Bill Barker: Some impatience with this one. It's way up from where it was at the beginning of the year. As I say, there was a little bit of house money to play with there in terms of, "Well, we can take a 20% hit to the stock, and everybody's still going to be happy." Who's been along for the ride this year. Look over the long term, C3.ai is still down, 70% or whatever it is, from its high back in 2001. But in the recent past, they're in the right spot having AI as their business, in their name, as their ticker. They've reaped some of the rewards from that. They haven't turned it into a profitable business as of yet, but I think there's a little bit of a leash for all of the companies that are in the AI space right now. It's incumbent upon them to deliver what they have promised over the next quarter, I think, and not to back further away from the profitability picture.
Deidre Woollard: There's only so far you can push that question off. It is going to come back up. It's interesting, thinking about earnings and results this season. I'm hearing these two things from business-to-business companies. The one is, we're more responsible now, we're focused on profitability, and we're cutting costs, and we've seen certainly the impact of tech layoffs, and things like that. But I'm also hearing that we're going to spend a lot on AI. We've got C3.ai, Asana, and UiPath that all of their earnings were like, profitability will come, but don't worry about it. All these companies have been public for three years or less. Does it make sense to give them that pass in order to let them really have that runway? At what point do you think that runway stops? Is there a point in the cycle when, all of a sudden those bills come due? It feels it happened a little bit with other companies, Meta comes to mind on that, at some point investors just get impatient?

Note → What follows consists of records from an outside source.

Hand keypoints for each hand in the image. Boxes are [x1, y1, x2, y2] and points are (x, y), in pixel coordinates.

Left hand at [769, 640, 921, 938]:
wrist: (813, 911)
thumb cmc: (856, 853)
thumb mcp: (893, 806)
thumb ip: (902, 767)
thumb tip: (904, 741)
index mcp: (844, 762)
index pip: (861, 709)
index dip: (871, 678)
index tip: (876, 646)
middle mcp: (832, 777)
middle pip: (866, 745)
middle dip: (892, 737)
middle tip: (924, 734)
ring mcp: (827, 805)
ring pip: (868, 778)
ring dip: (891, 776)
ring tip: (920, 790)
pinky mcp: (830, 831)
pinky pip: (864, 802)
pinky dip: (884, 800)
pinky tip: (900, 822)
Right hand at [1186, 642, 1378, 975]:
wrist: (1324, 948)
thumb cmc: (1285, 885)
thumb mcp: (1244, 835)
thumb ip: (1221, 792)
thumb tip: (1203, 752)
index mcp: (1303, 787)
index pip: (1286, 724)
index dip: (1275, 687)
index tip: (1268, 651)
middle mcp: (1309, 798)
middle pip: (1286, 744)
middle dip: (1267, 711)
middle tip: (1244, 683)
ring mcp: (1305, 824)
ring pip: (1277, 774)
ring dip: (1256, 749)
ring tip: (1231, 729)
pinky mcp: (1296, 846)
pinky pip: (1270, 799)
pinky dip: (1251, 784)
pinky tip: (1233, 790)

Bill Barker: Yeah, if you're talking about the three-year horizon that these companies have been around, going back two-and-a-half, three years, there was a complete pass on profitability at that point in time. That's when the market peaked in 2001, especially for the NASDAQ companies. Today, a lot of companies have had to find religion on profitability, but AI is a special use case. It's a bit of a fair fight between the promise of these huge piles of gold that somebody is going to land upon in AI, and maybe many companies, but they all got priced at points this year as if all of them would land upon a pile of gold. They're not all going to. I'm not saying that these three won't, in some respect, but it's still, I think, a lot of hope in all these companies. They're not being priced on traditional valuation metrics yet.
Deidre Woollard: Good point, and reasons to be cautious.
Bill Barker: You can play this game focusing on the profits. Now Nvidia got profits, but I mean, the multiple on those profits is rather eye-opening. Whether simply getting end profits that are growing fast, you can come up with a mathematical equation to justify that price. It's still trading quite close to its all time high. You can focus simply on companies that are profitable, if you want, and still be exposed to some upside. Certainly, in the case of Nvidia, the plenty of upside this year, and the others that are also engaged in the use of AI at a high level. They're not the small caps that we're talking about here which have a ceiling, which is 3, 4, 5, 6 times the stock price. We know the ceiling is at least that high, because they've all been 3, 4, 5 times the price they are right now. If a sufficient amount of people get excited as we're excited three years ago in unlimited growth, and maybe they get back to those prices someday.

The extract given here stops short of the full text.